The Russian industrial town of Nikel on the Kola Peninsula near Murmansk.
Photo: Courtesy of Thomas Nilsen)

Publish date: July 2, 2013

Written by: Charles Digges

Inspections by Murmansk prosecutors and the local Federal Service for Supervision of Natural Resource Usage concluded that the Kola Mining and Metallurgy Combine – a daughter company of the giant Norilsk Nikel – didn’t release emissions of sulfur dioxide exceeding norms last month, despite meteorological and other scientific data proving the contrary.

One Russian official, Oleg Mitvol, a former deputy director of the Murmansk division of the Federal Service for the Supervision of Natural Rescource Usage (Rosprirodnadzor), now Chairman of the Alliance of Green – People’s Party political movement, excoriated the service’s findings.

“Rosprirodnadzor gets its figures by taking dictation from the KMMC,” he said in a telephone interview with Bellona. “This is on the border of corruption; they work together hand in hand like thieves and there is no way to independently corroborate any findings that they make public.”
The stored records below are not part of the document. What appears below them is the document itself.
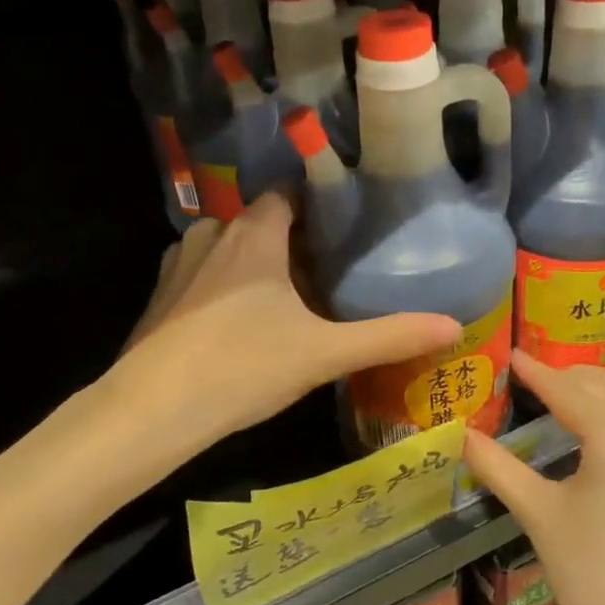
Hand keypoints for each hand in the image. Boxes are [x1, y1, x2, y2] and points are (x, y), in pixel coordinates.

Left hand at [113, 193, 461, 457]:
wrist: (150, 411)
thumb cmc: (242, 366)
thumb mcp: (324, 353)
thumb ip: (389, 336)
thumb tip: (454, 325)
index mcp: (253, 233)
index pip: (290, 193)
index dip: (321, 204)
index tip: (349, 224)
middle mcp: (213, 234)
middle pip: (262, 222)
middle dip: (294, 241)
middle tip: (331, 270)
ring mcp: (179, 264)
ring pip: (230, 249)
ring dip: (257, 265)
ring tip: (291, 297)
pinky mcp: (160, 297)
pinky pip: (203, 276)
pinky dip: (226, 287)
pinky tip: (243, 324)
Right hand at [464, 352, 604, 604]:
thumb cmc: (589, 570)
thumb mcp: (536, 514)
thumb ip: (496, 467)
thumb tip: (460, 434)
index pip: (566, 390)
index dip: (534, 372)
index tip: (508, 354)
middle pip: (600, 383)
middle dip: (562, 373)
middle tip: (523, 374)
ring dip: (589, 384)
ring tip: (550, 388)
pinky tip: (584, 419)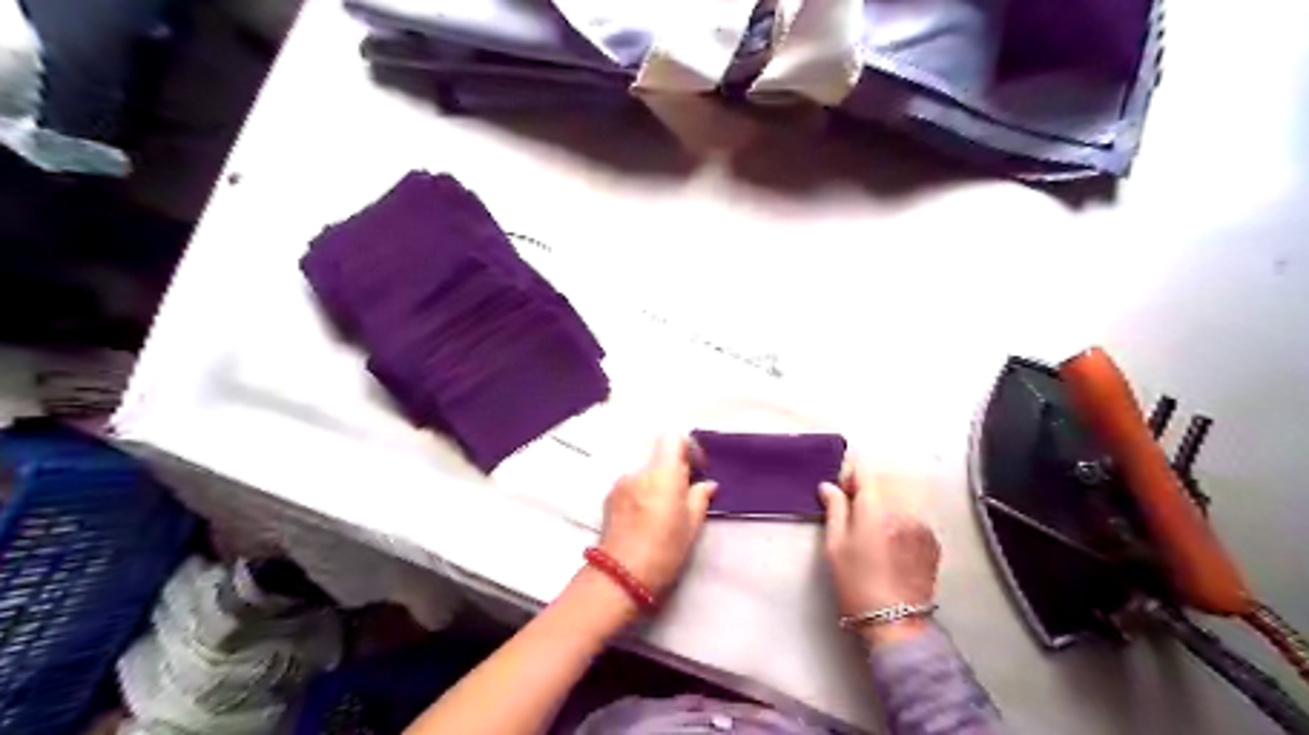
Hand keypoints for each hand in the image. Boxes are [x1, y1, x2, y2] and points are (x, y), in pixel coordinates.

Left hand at [600, 437, 721, 595]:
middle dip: (672, 471)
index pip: (673, 438)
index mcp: (663, 473)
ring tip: (660, 512)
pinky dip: (640, 493)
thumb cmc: (664, 550)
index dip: (687, 449)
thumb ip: (700, 498)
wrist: (621, 575)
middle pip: (659, 456)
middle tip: (682, 496)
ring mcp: (621, 482)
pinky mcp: (609, 496)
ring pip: (645, 472)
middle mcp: (640, 470)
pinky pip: (631, 485)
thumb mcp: (691, 526)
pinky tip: (643, 518)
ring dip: (655, 483)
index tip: (695, 469)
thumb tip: (707, 484)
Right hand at [815, 464, 942, 645]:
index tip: (843, 493)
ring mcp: (922, 524)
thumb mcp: (835, 546)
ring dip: (887, 499)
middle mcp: (904, 510)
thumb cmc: (857, 584)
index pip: (866, 471)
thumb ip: (835, 509)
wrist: (896, 622)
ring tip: (874, 523)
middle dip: (869, 486)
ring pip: (903, 494)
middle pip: (886, 478)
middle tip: (855, 508)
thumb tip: (829, 487)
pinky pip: (915, 512)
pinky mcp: (933, 539)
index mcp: (877, 510)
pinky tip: (891, 538)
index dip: (851, 476)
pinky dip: (901, 514)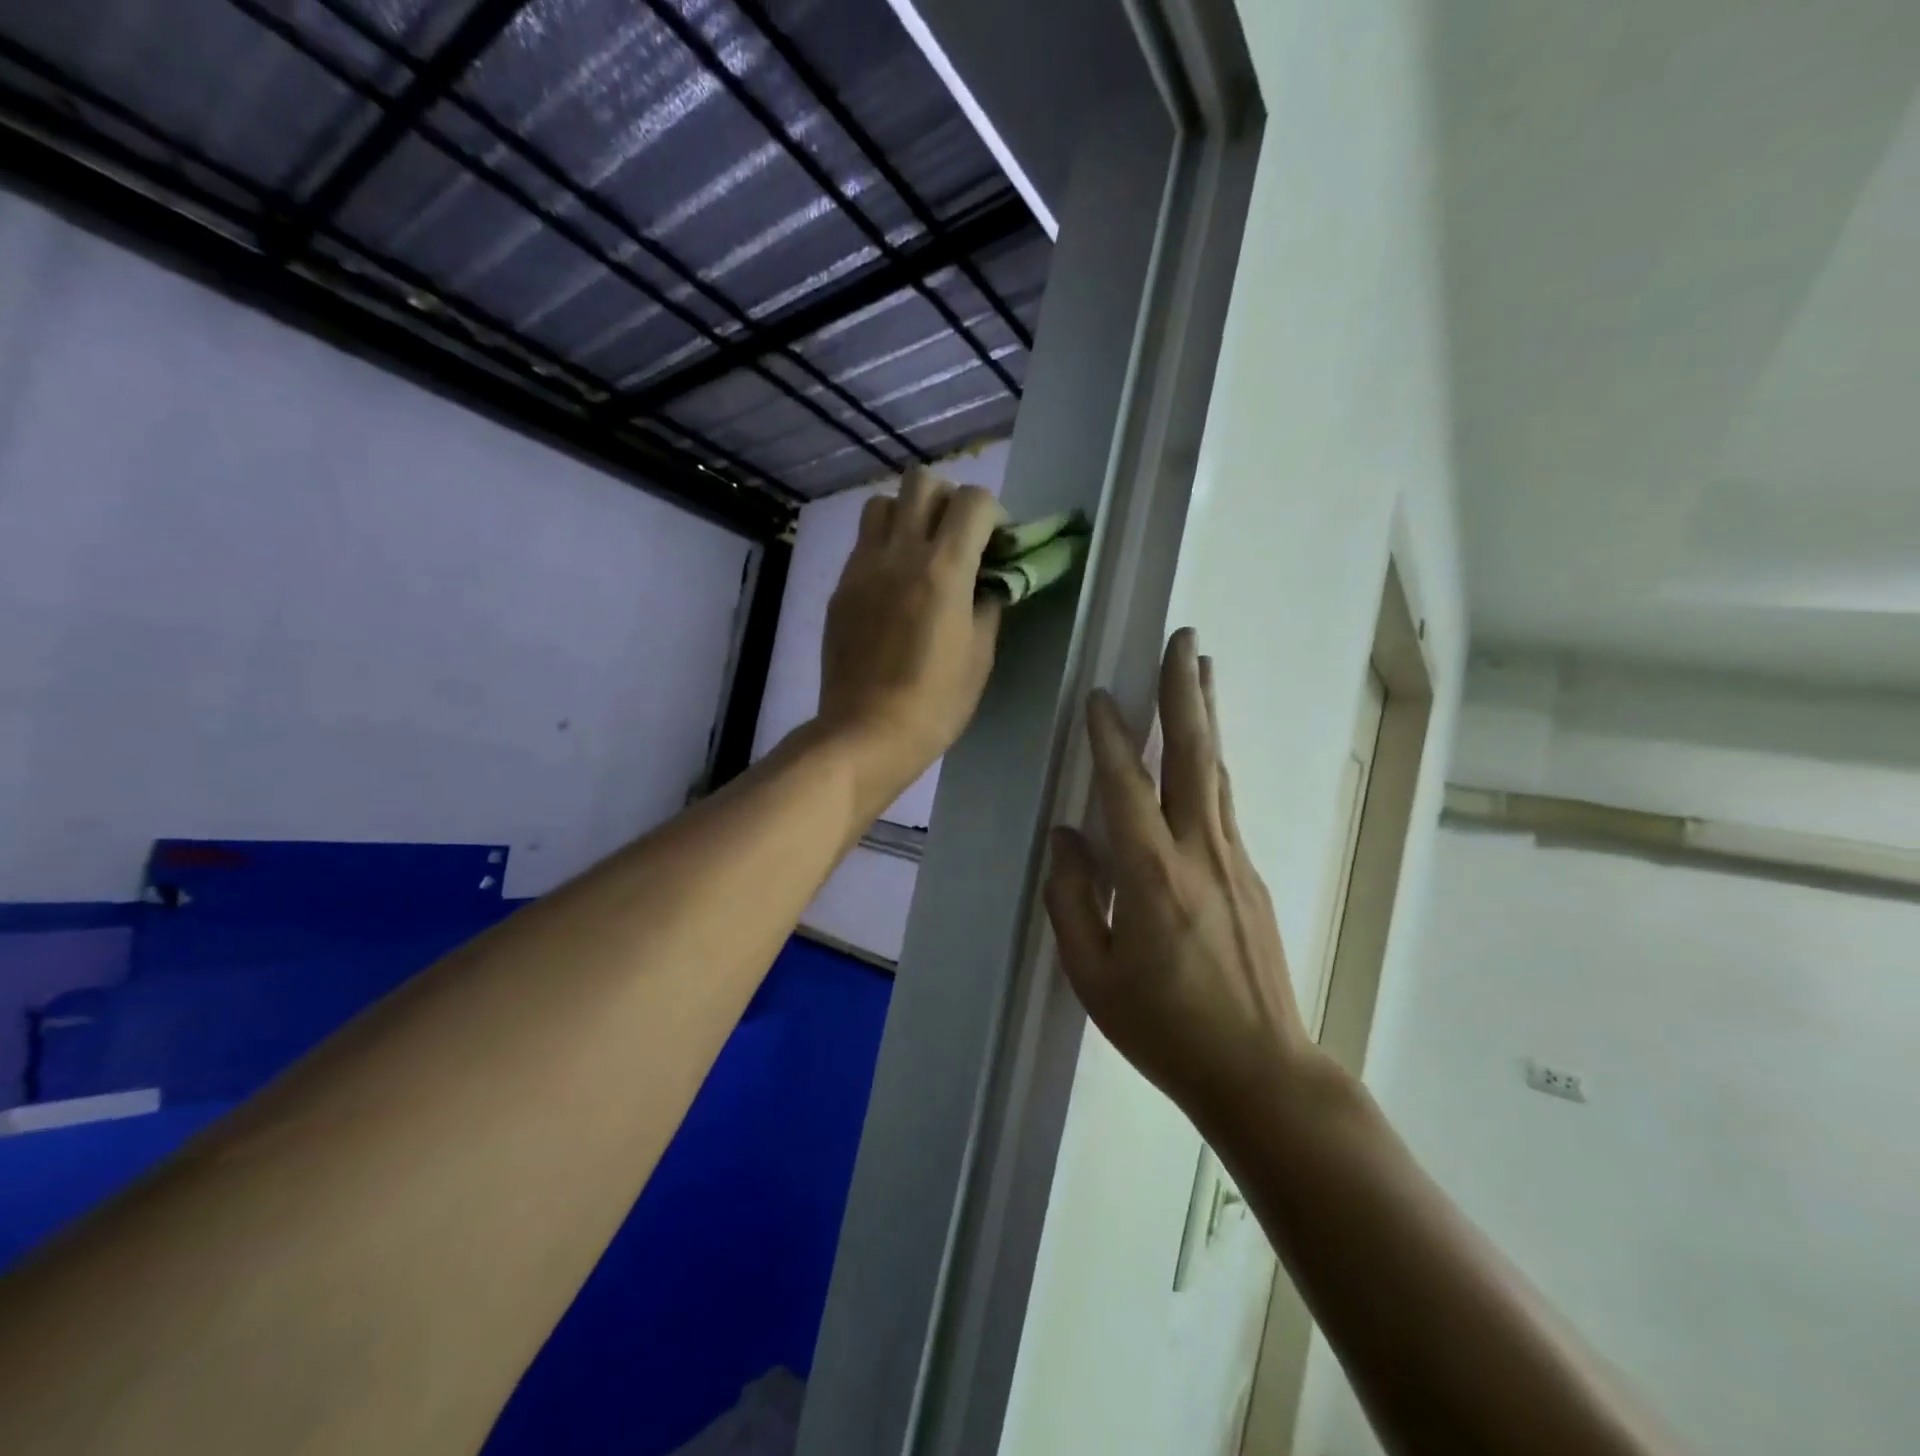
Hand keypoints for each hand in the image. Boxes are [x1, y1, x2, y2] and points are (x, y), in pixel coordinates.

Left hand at [817, 467, 1005, 812]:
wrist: (867, 732)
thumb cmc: (935, 702)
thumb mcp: (980, 655)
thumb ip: (988, 604)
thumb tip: (988, 582)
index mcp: (944, 570)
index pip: (974, 500)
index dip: (994, 513)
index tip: (997, 544)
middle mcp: (900, 554)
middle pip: (922, 481)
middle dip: (949, 499)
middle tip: (958, 538)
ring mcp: (863, 567)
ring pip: (883, 503)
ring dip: (909, 515)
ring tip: (921, 552)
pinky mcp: (840, 588)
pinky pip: (863, 543)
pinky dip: (884, 546)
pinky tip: (894, 585)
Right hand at [1044, 630, 1320, 1133]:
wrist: (1261, 1071)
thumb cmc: (1164, 1029)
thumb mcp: (1092, 975)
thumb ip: (1071, 899)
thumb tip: (1066, 836)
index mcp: (1152, 876)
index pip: (1125, 787)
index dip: (1108, 737)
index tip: (1099, 695)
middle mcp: (1200, 852)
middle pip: (1192, 756)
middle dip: (1184, 692)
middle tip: (1184, 639)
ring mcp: (1234, 860)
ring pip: (1216, 772)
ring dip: (1205, 716)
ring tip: (1200, 670)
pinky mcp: (1251, 876)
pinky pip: (1223, 803)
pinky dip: (1210, 764)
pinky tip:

The findings presented by Rosprirodnadzor and Murmansk prosecutors coincided with the publication of results from the Russian Hydrometeorology and Environmental Monitoring Agency (RosGidroMet), which indicated several violations of maximum pollution level norms perpetrated by the KMMC during investigations on several days in June.

“Of course pollution measurements are exceeding Russian values – I don’t know how (Rosprirodnadzor) makes these claims that they are not,” said Tore Berglen, a scientist with the Norwegian Institute for Air Research (NILU), in a telephone interview with Bellona.

Berglen said he had “full confidence” in the pollution figures released by RosGidroMet. “I trust their results and their science,” Berglen said.

“[Rosprirodnadzor’s] findings are always inconsistent with findings from RosGidroMet and NILU, so I think there is something missing in what the agency says,” Berglen added.

The KMMC occupies three towns on the Kola Peninsula: Zapolaryny, where the KMMC mines its nickel ore, Nikel where it is smelted, and Monchegorsk, where the nickel is refined. As a combined entity they have been a heated flashpoint of dispute over cross-border pollution from Russia to Norway for the last 30 years.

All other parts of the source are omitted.